Searching for the right surf.
Over those days in the water and on land, I got to know Kabungo’s story. And here, almost 600 words into this scribbling, comes the inspiring part.
Kabungo is from Tarrafal and is 46 years old with the body of a world-class athlete half his age. He was living a very normal life up until he was 20. Cape Verde is an African country, and by those standards, he was doing OK. He was running a carwash in town.
“Boring, but enough,” he said.
That’s me on the right barely standing up.
Then one day his life changed. He saw group of tourists walking with surf boards towards the ocean. Curious, he followed them to the big break (where the camp is now) and watched as they rode the waves.
“I knew straight, I want to do that,” he said.
He saved enough for his first surfboard and with no teacher, he headed to the big- break waves alone. In a month, he had the basics, but more so, the thrill of the sport, the absolute joy you get from riding a wave, had him.
“Discovering surfing was the best thing that ever happened to me,” he wrote to me. “It changed my perspective on life. You can make a life doing something you love. Since I started surfing, my life has been dedicated to it. Surfing and training hard.”
He set up a tent under a thatched roof on the shore of the ocean with the big break right in front in order to be a close as possible. For the next few years, his life was surf, car wash, surf, sleep, and repeat.
Sometimes tourists would come and he’d show them the break.
He said he did it for the love of surfing, to share his knowledge, and to help them enjoy themselves.
Me on the right. Rory wiping out on the left. Not a great picture but I had to include it in honour of Rory, who was taken lessons too. (Sorry Rory.)
“Surfing makes me feel good, but helping people surf makes me feel better than good,” he said.
Then one day, he went out with a couple tourists, and when they were done, they gave him $1000 Esc, the local currency (about €10) which he would normally make in a day washing cars.
“A light flash in my head,” he said.
He got a board and wrote “Kabungo Surf Camp” on it and stuck it outside his tent and started telling people in town to send surfers his way. Pretty soon, the car wash gig was over, and he had enough money to buy a couple more boards.
Catching that wave felt great.
He also rode the waves as much as he could developing his technique. In 2008, he won the Cape Verdean national surfing championship, as he did in 2013 and 2014, the same year made it to the semi-finals of the African Surf Championship. In 2016, he had his best finish – 3rd in Africa.

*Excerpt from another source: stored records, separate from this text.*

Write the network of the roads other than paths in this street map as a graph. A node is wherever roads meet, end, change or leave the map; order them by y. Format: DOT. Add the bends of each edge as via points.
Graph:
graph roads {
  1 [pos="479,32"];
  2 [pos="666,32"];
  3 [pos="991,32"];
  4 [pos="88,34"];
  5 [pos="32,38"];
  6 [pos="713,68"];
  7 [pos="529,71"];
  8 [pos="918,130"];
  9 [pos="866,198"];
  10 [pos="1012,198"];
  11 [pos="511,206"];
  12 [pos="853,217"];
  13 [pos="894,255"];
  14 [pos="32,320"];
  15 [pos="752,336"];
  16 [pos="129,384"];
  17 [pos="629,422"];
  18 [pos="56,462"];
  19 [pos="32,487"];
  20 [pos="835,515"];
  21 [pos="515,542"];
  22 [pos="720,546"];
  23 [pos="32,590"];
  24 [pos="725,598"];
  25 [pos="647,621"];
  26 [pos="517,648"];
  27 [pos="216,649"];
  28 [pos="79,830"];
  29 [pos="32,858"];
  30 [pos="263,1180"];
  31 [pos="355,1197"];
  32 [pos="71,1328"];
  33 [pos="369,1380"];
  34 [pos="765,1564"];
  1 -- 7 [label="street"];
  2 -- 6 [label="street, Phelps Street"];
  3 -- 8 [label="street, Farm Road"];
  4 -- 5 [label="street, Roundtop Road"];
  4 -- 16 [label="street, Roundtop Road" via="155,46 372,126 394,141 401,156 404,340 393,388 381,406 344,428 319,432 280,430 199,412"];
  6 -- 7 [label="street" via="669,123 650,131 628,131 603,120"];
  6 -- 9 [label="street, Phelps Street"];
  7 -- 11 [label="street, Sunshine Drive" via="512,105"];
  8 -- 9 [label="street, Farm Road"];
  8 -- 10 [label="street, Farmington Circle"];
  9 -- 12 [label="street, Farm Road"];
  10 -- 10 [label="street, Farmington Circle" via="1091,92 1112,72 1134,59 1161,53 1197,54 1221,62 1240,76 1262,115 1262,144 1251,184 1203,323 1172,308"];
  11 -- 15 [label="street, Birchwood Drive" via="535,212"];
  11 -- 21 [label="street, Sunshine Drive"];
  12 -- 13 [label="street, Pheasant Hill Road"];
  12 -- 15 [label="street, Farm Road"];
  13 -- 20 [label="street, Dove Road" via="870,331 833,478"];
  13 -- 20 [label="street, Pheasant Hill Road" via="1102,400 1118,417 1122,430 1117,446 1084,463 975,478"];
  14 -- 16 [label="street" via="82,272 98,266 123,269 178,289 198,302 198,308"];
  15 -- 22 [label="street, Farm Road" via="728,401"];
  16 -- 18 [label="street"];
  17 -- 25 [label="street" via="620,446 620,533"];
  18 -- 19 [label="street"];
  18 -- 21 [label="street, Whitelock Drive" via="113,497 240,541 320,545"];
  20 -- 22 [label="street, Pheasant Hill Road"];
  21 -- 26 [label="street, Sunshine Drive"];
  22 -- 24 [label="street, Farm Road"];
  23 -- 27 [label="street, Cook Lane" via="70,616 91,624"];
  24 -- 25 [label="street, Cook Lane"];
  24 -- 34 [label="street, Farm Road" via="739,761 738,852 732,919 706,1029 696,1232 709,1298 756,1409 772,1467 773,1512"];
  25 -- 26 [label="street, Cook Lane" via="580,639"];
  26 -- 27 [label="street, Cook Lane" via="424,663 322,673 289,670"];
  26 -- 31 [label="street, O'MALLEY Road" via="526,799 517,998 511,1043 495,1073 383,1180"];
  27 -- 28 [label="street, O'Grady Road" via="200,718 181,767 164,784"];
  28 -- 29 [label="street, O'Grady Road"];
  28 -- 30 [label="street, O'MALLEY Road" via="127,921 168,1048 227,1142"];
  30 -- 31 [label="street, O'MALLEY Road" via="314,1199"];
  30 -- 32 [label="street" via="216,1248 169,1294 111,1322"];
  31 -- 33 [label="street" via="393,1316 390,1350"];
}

At the same time, the school got busier and busier. More money came. More boards and wet suits were purchased.
The view of the big break from the surf camp compound.
Eventually, people joined in the camp. More tents and thatched huts sprouted, more people rode the waves with him. He taught local guys to surf, and they helped him teach more tourists. Then hardcore surfers from around the world started trickling in and sleeping in tents.
After his competitive days ended, Kabungo took his earnings and opened beach bar/restaurant on the main beach in Tarrafal. Comfortable tables and chairs, beach loungers, nice music, tasty food, cold drinks, feet in the sand with the waves in front.
Kabungo’s is the place to go in Taraffal.
He’s also involved in the town’s tourism development and politics now. He even bought a modest house in the town, but he rarely sleeps there as he prefers his thatch hut at the camp.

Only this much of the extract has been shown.